ME ENCANTA TU PELO, PERO EN TU CABEZA


La mayoría de mujeres tenemos el pelo largo o media melena. Ello realza nuestra feminidad y realmente, a la mayoría de hombres les gusta un pelo femenino. Hay chicas y mujeres con un pelo precioso. Una maravilla bien cuidada y reluciente (ya no quiero entrar en los pelos feos. Más vale que se lo corten si no se cuida). Pero hay un fallo que cometen muchas mujeres. Tocarse el pelo continuamente.

Por muy sexy que resulte, no es bonito tocarse el pelo en público. Es asqueroso queridas amigas. Y aunque os parezca una tontería lo que estoy diciendo, muchos hombres me lo han comentado. Sí, hombres educados. 

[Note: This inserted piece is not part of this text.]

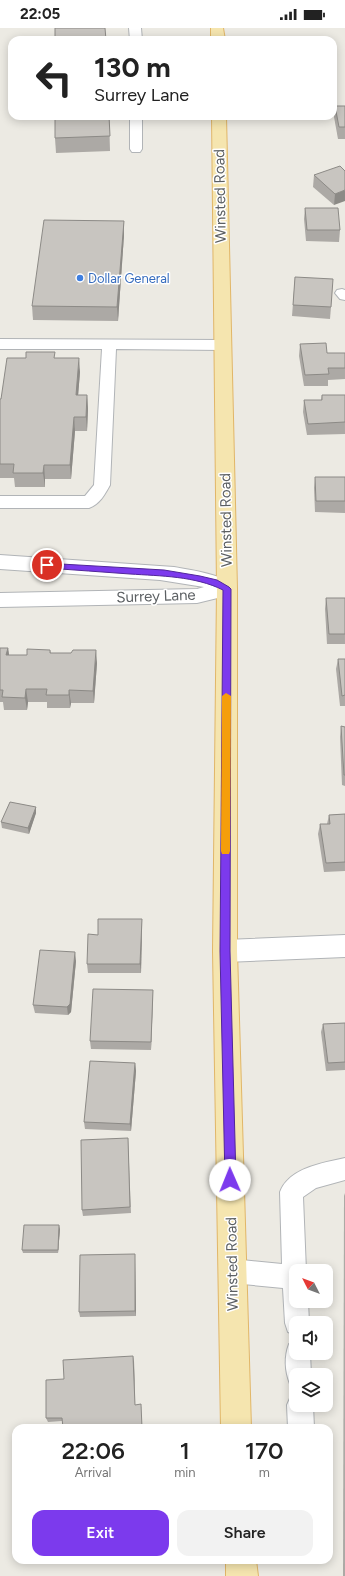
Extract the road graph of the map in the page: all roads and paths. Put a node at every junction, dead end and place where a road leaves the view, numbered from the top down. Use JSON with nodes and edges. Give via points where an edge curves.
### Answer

Cuando subes a un coche, porque te tocas la melena? ¿No es tu coche? Pues deja esa melena quietecita. No tenemos ningún interés en que dejes una parte de tu ADN allí. Verdad que no gusta a nadie ir a un baño y encontrar pelos de la visita anterior? Pues por qué permites dejar pelo tirado en el coche de otra persona? Y aunque me respondas que no se verá, reconoce que es una guarrada. 

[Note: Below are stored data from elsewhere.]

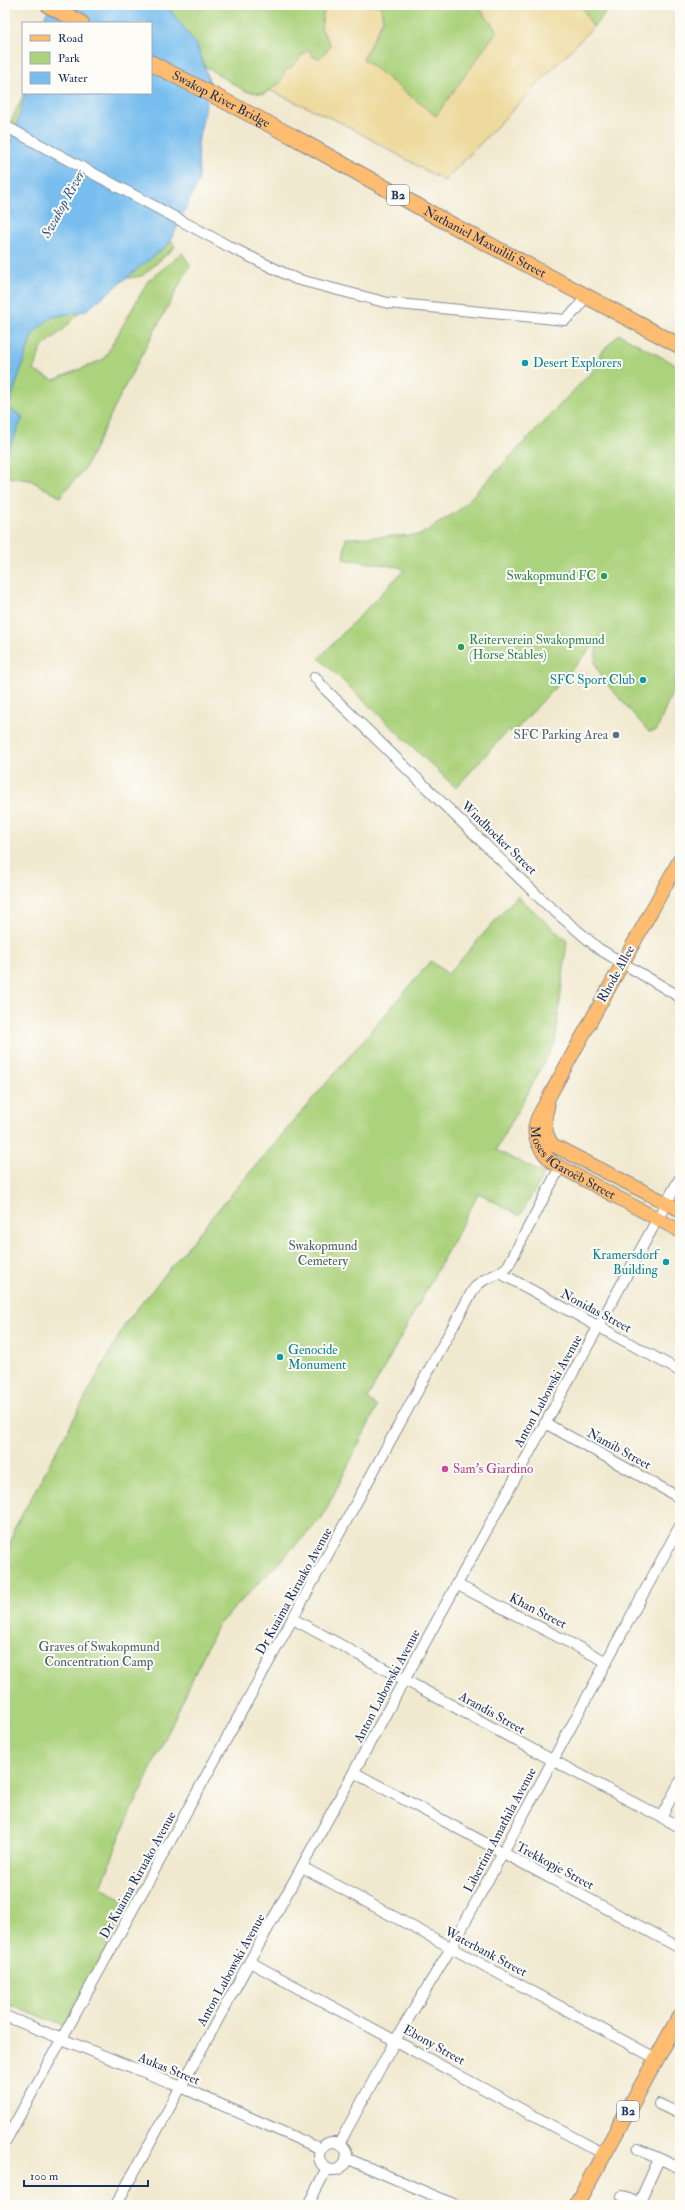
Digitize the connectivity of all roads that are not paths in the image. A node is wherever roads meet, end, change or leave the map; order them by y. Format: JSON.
{"nodes":[{"id":1,"x":48,"y":5,"type":"edge"},
{"id":2,"x":79,"y":22,"type":"edge"},
{"id":3,"x":152,"y":64,"type":"edge"},
{"id":4,"x":5,"y":126,"type":"edge"},
{"id":5,"x":292,"y":136,"type":"joint"},
{"id":6,"x":585,"y":296,"type":"junction"},
{"id":7,"x":637,"y":324,"type":"junction"},
{"id":8,"x":680,"y":346,"type":"edge"},
{"id":9,"x":680,"y":350,"type":"edge"},
{"id":10,"x":315,"y":677,"type":"dead end"},
{"id":11,"x":680,"y":859,"type":"edge"},
{"id":12,"x":621,"y":964,"type":"junction"},
{"id":13,"x":680,"y":997,"type":"edge"},
{"id":14,"x":553,"y":1090,"type":"junction"},
{"id":15,"x":560,"y":1167,"type":"junction"},
{"id":16,"x":680,"y":1178,"type":"edge"},
{"id":17,"x":667,"y":1203,"type":"junction"},
{"id":18,"x":680,"y":1210,"type":"edge"},
{"id":19,"x":657,"y":1219,"type":"junction"},
{"id":20,"x":680,"y":1231,"type":"edge"},
{"id":21,"x":500,"y":1273,"type":"junction"},
{"id":22,"x":598,"y":1327,"type":"junction"},
{"id":23,"x":680,"y":1370,"type":"edge"},
{"id":24,"x":545,"y":1424,"type":"junction"},
{"id":25,"x":680,"y":1498,"type":"edge"},
{"id":26,"x":680,"y":1526,"type":"edge"},
{"id":27,"x":456,"y":1584,"type":"junction"},
{"id":28,"x":293,"y":1619,"type":"junction"},
{"id":29,"x":607,"y":1662,"type":"junction"},
{"id":30,"x":405,"y":1681,"type":"junction"},
{"id":31,"x":552,"y":1760,"type":"junction"},
{"id":32,"x":355,"y":1773,"type":"junction"},
{"id":33,"x":680,"y":1782,"type":"edge"},
{"id":34,"x":660,"y":1817,"type":"junction"},
{"id":35,"x":680,"y":1827,"type":"edge"},
{"id":36,"x":503,"y":1852,"type":"junction"},
{"id":37,"x":302,"y":1867,"type":"junction"},
{"id":38,"x":451,"y":1948,"type":"junction"},
{"id":39,"x":680,"y":1948,"type":"edge"},
{"id":40,"x":250,"y":1962,"type":"junction"},
{"id":41,"x":5,"y":2016,"type":"edge"},
{"id":42,"x":680,"y":2016,"type":"edge"},
{"id":43,"x":396,"y":2039,"type":"junction"},
{"id":44,"x":61,"y":2040,"type":"junction"},
{"id":45,"x":656,"y":2059,"type":"junction"},
{"id":46,"x":181,"y":2088,"type":"junction"},
{"id":47,"x":659,"y":2104,"type":"dead end"},
{"id":48,"x":680,"y":2114,"type":"edge"},
{"id":49,"x":5,"y":2142,"type":"edge"},
{"id":50,"x":338,"y":2144,"type":"junction"},
{"id":51,"x":321,"y":2149,"type":"junction"},
{"id":52,"x":638,"y":2149,"type":"dead end"},
{"id":53,"x":604,"y":2154,"type":"junction"},
{"id":54,"x":346,"y":2158,"type":"junction"},
{"id":55,"x":660,"y":2159,"type":"junction"},
{"id":56,"x":327,"y":2168,"type":"junction"},
{"id":57,"x":680,"y":2168,"type":"edge"},
{"id":58,"x":622,"y":2196,"type":"dead end"},
{"id":59,"x":641,"y":2204,"type":"edge"},
{"id":60,"x":116,"y":2205,"type":"edge"},
{"id":61,"x":308,"y":2205,"type":"edge"},
{"id":62,"x":456,"y":2205,"type":"edge"},
{"id":63,"x":576,"y":2205,"type":"edge"}],
"edges":[{"from":1,"to":2,"type":"highway"},
{"from":3,"to":5,"type":"highway","name":"Swakop River Bridge","number":"B2"},
{"from":4,"to":6,"type":"street"},
{"from":5,"to":6,"type":"highway","name":"Nathaniel Maxuilili Street","number":"B2"},
{"from":6,"to":7,"type":"highway","name":"Nathaniel Maxuilili Street","number":"B2"},
{"from":7,"to":8,"type":"highway","name":"Nathaniel Maxuilili Street","number":"B2"},
{"from":7,"to":9,"type":"highway","name":"Nathaniel Maxuilili Street","number":"B2"},
{"from":10,"to":12,"type":"street","name":"Windhoeker Street"},
{"from":11,"to":12,"type":"main road","name":"Rhode Allee"},
{"from":12,"to":13,"type":"street","name":"Windhoeker Street"},
{"from":12,"to":14,"type":"main road","name":"Rhode Allee"},
{"from":14,"to":15,"type":"main road","name":"Moses ǁGaroëb Street"},
{"from":14,"to":17,"type":"main road","name":"Moses ǁGaroëb Street"},
{"from":15,"to":19,"type":"main road","name":"Moses ǁGaroëb Street"},
{"from":15,"to":21,"type":"street","name":"Dr Kuaima Riruako Avenue"},
{"from":16,"to":17,"type":"street","name":"Anton Lubowski Avenue"},
{"from":17,"to":18,"type":"main road","name":"Moses ǁGaroëb Street"},
{"from":17,"to":19,"type":"street","name":"Anton Lubowski Avenue"},
{"from":19,"to":20,"type":"main road","name":"Moses ǁGaroëb Street"},
{"from":19,"to":22,"type":"street","name":"Anton Lubowski Avenue"},
{"from":21,"to":22,"type":"street","name":"Nonidas Street"},
{"from":21,"to":28,"type":"street","name":"Dr Kuaima Riruako Avenue"},
{"from":22,"to":23,"type":"street","name":"Nonidas Street"},
{"from":22,"to":24,"type":"street","name":"Anton Lubowski Avenue"},
{"from":24,"to":25,"type":"street","name":"Namib Street"},
{"from":24,"to":27,"type":"street","name":"Anton Lubowski Avenue"},
{"from":26,"to":29,"type":"street","name":"Libertina Amathila Avenue"},
{"from":27,"to":29,"type":"street","name":"Khan Street"},
{"from":27,"to":30,"type":"street","name":"Anton Lubowski Avenue"},
{"from":28,"to":30,"type":"street","name":"Arandis Street"},
{"from":28,"to":44,"type":"street","name":"Dr Kuaima Riruako Avenue"},
{"from":29,"to":31,"type":"street","name":"Libertina Amathila Avenue"},
{"from":30,"to":31,"type":"street","name":"Arandis Street"},
{"from":30,"to":32,"type":"street","name":"Anton Lubowski Avenue"},
{"from":31,"to":34,"type":"street","name":"Arandis Street"},
{"from":31,"to":36,"type":"street","name":"Libertina Amathila Avenue"},
{"from":32,"to":36,"type":"street","name":"Trekkopje Street"},
{"from":32,"to":37,"type":"street","name":"Anton Lubowski Avenue"},
{"from":33,"to":34,"type":"street"},
{"from":34,"to":35,"type":"street","name":"Arandis Street"},
{"from":36,"to":38,"type":"street","name":"Libertina Amathila Avenue"},
{"from":36,"to":39,"type":"street","name":"Trekkopje Street"},
{"from":37,"to":38,"type":"street","name":"Waterbank Street"},
{"from":37,"to":40,"type":"street","name":"Anton Lubowski Avenue"},
{"from":38,"to":43,"type":"street","name":"Libertina Amathila Avenue"},
{"from":38,"to":45,"type":"street","name":"Waterbank Street"},
{"from":40,"to":43,"type":"street","name":"Ebony Street"},
{"from":40,"to":46,"type":"street","name":"Anton Lubowski Avenue"},
{"from":41,"to":44,"type":"street","name":"Aukas Street"},
{"from":42,"to":45,"type":"highway","number":"B2"},
{"from":43,"to":50,"type":"street","name":"Libertina Amathila Avenue"},
{"from":43,"to":53,"type":"street","name":"Ebony Street"},
{"from":44,"to":46,"type":"street","name":"Aukas Street"},
{"from":44,"to":49,"type":"street","name":"Dr Kuaima Riruako Avenue"},
{"from":45,"to":53,"type":"highway","number":"B2"},
{"from":46,"to":51,"type":"street","name":"Aukas Street"},
{"from":46,"to":60,"type":"street","name":"Anton Lubowski Avenue"},
{"from":47,"to":48,"type":"street"},
{"from":50,"to":51,"type":"street"},
{"from":50,"to":54,"type":"street"},
{"from":51,"to":56,"type":"street"},
{"from":52,"to":55,"type":"street"},
{"from":53,"to":63,"type":"highway","number":"B2"},
{"from":54,"to":56,"type":"street"},
{"from":54,"to":62,"type":"street"},
{"from":55,"to":57,"type":"street"},
{"from":55,"to":59,"type":"street"},
{"from":56,"to":61,"type":"street"},
{"from":58,"to":59,"type":"street"}]}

Ahora meteos en situación. Comida/cena romántica. Una primera o segunda cita. Bien vestida, maquilladita, vamos, perfecta. Y entre plato y plato va y coge su melenita y empieza a removerla y pasar los dedos entre ella, ponerla a un lado, hacer se una cola, etc. Muy bien querida amiga.. ¿Y si te ha caído un pelo? No es tan difícil... Nos cae pelo constantemente, a todos. Estamos en una mesa por favor. Así que de pronto esa princesa pasa a ser una cocinera que ha decidido añadir a la mesa un nuevo condimento: pelo de mujer. ¿Y si cae en el pan? ¿O en tu plato? ¡Qué asco! No me diréis que no es repugnante. 

En vuestra casa, tocaros el pelo que querías. En vuestro coche, lo mismo (aunque al final habrá un montón de pelo por ahí). En público quietas, quedaréis mejor.